So long as no pictures are carried over, output the records below exactly.

*** Opening of Supplied records ***

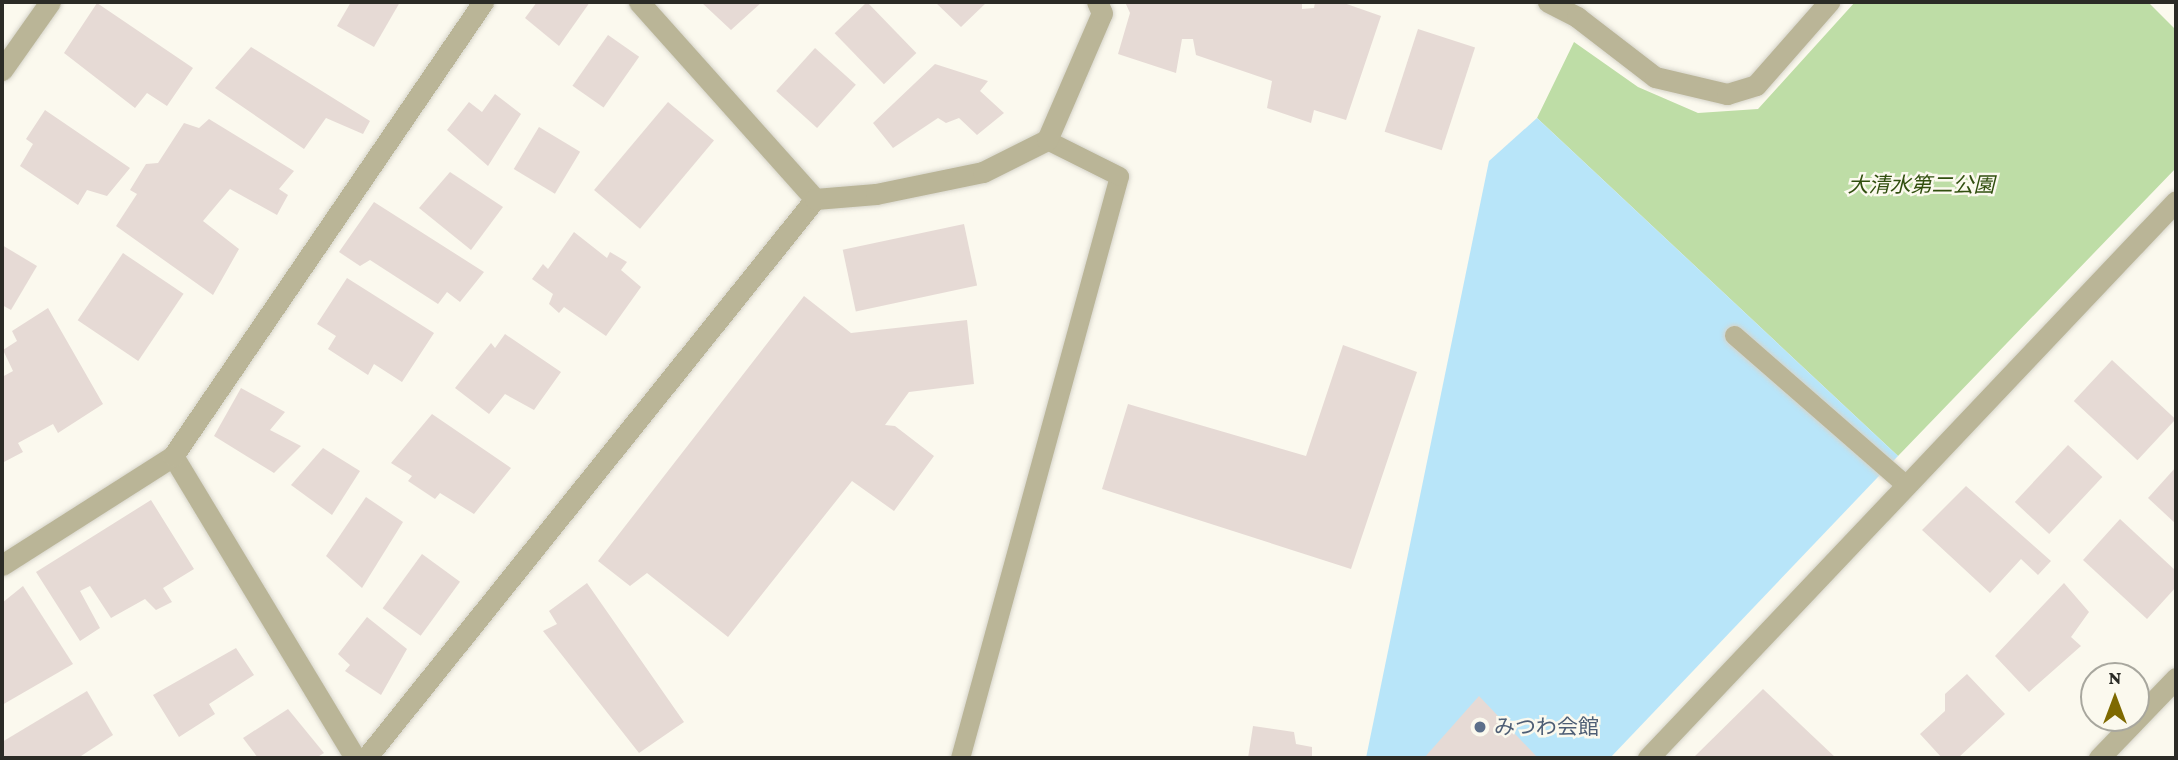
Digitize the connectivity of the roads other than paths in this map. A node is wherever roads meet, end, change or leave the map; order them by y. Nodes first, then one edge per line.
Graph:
1 (50, 2) edge
2 (483, 2) edge
3 (639, 2) edge
4 (1097, 2) edge
5 (1548, 2) edge
6 (1829, 2) edge
7 (2, 70) edge
8 (1047, 140) junction
9 (815, 199) junction
10 (2176, 201) edge
11 (1734, 335) dead end
12 (173, 456) junction
13 (1905, 484) junction
14 (2, 565) edge
15 (2176, 678) edge
16 (355, 758) edge
17 (366, 758) edge
18 (960, 758) edge
19 (1648, 758) edge
20 (2099, 758) edge

1 - 7 street
2 - 12 street
3 - 9 street
4 - 8 street
5 - 6 street
8 - 9 street
8 - 18 lane
9 - 17 street
10 - 13 street
11 - 13 lane
12 - 14 street
12 - 16 street
13 - 19 street
15 - 20 street

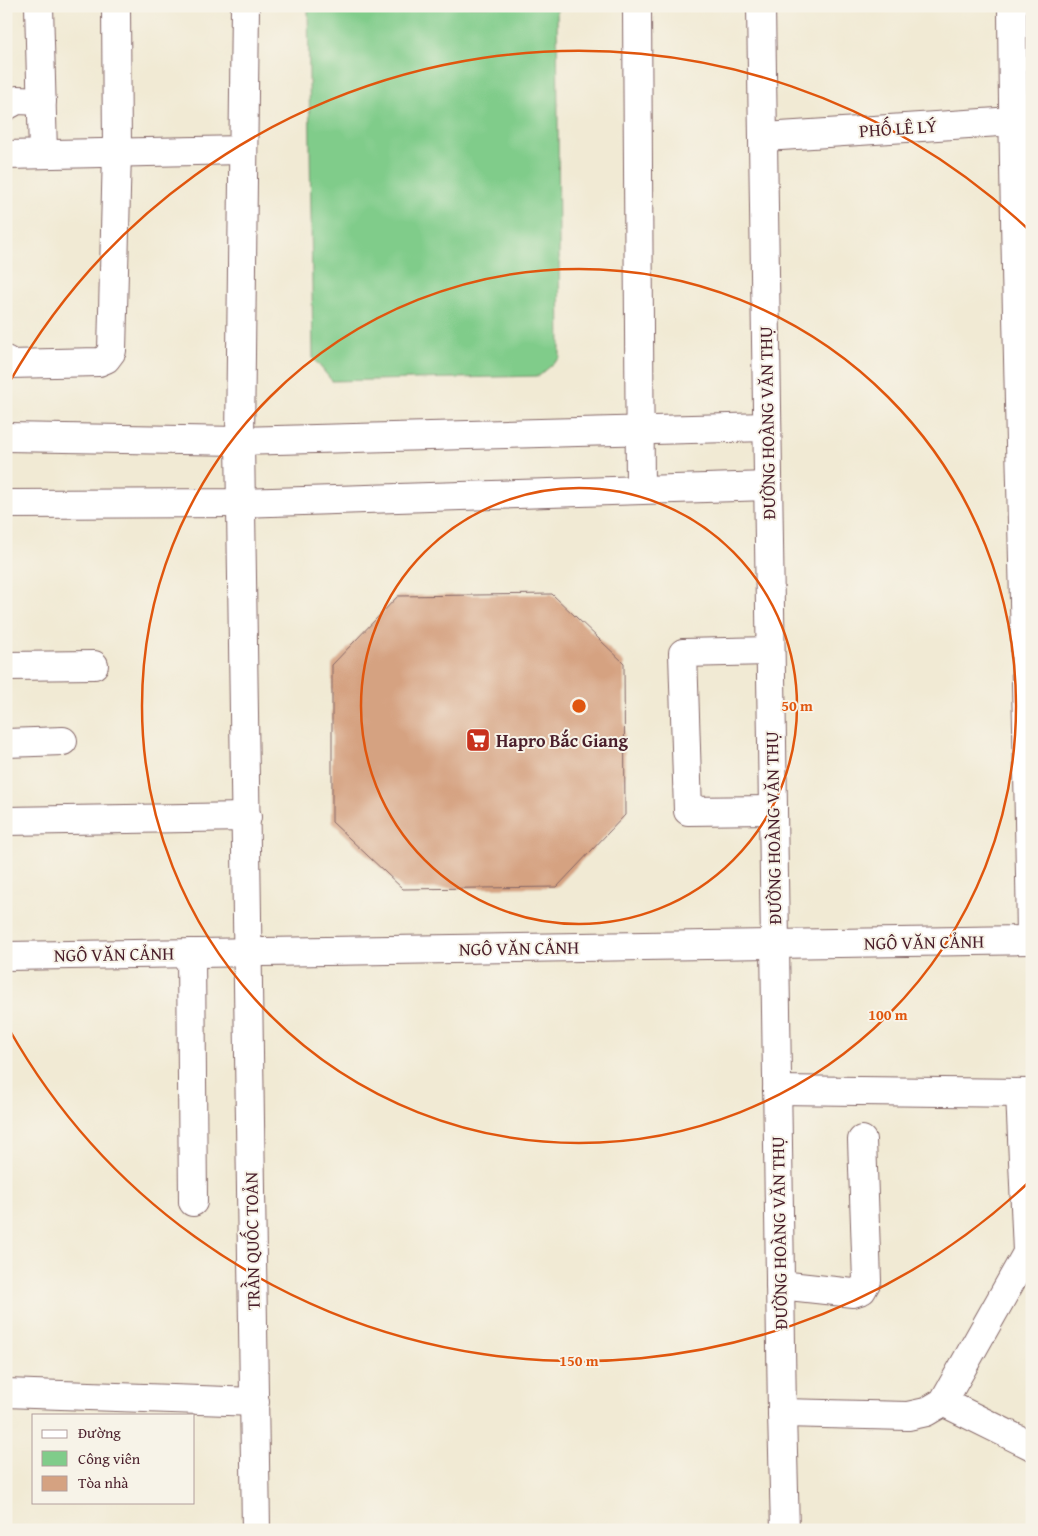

*** Close of Supplied records ***

:: Written solution ::
Digitize the connectivity of the roads other than paths in this map. A node is wherever roads meet, end, change or leave the map; order them by y. Nodes first, then one edge per line.
Graph:
1 (50, 2) edge
2 (483, 2) edge
3 (639, 2) edge
4 (1097, 2) edge
5 (1548, 2) edge
6 (1829, 2) edge
7 (2, 70) edge
8 (1047, 140) junction
9 (815, 199) junction
10 (2176, 201) edge
11 (1734, 335) dead end
12 (173, 456) junction
13 (1905, 484) junction
14 (2, 565) edge
15 (2176, 678) edge
16 (355, 758) edge
17 (366, 758) edge
18 (960, 758) edge
19 (1648, 758) edge
20 (2099, 758) edge

1 - 7 street
2 - 12 street
3 - 9 street
4 - 8 street
5 - 6 street
8 - 9 street
8 - 18 lane
9 - 17 street
10 - 13 street
11 - 13 lane
12 - 14 street
12 - 16 street
13 - 19 street
15 - 20 street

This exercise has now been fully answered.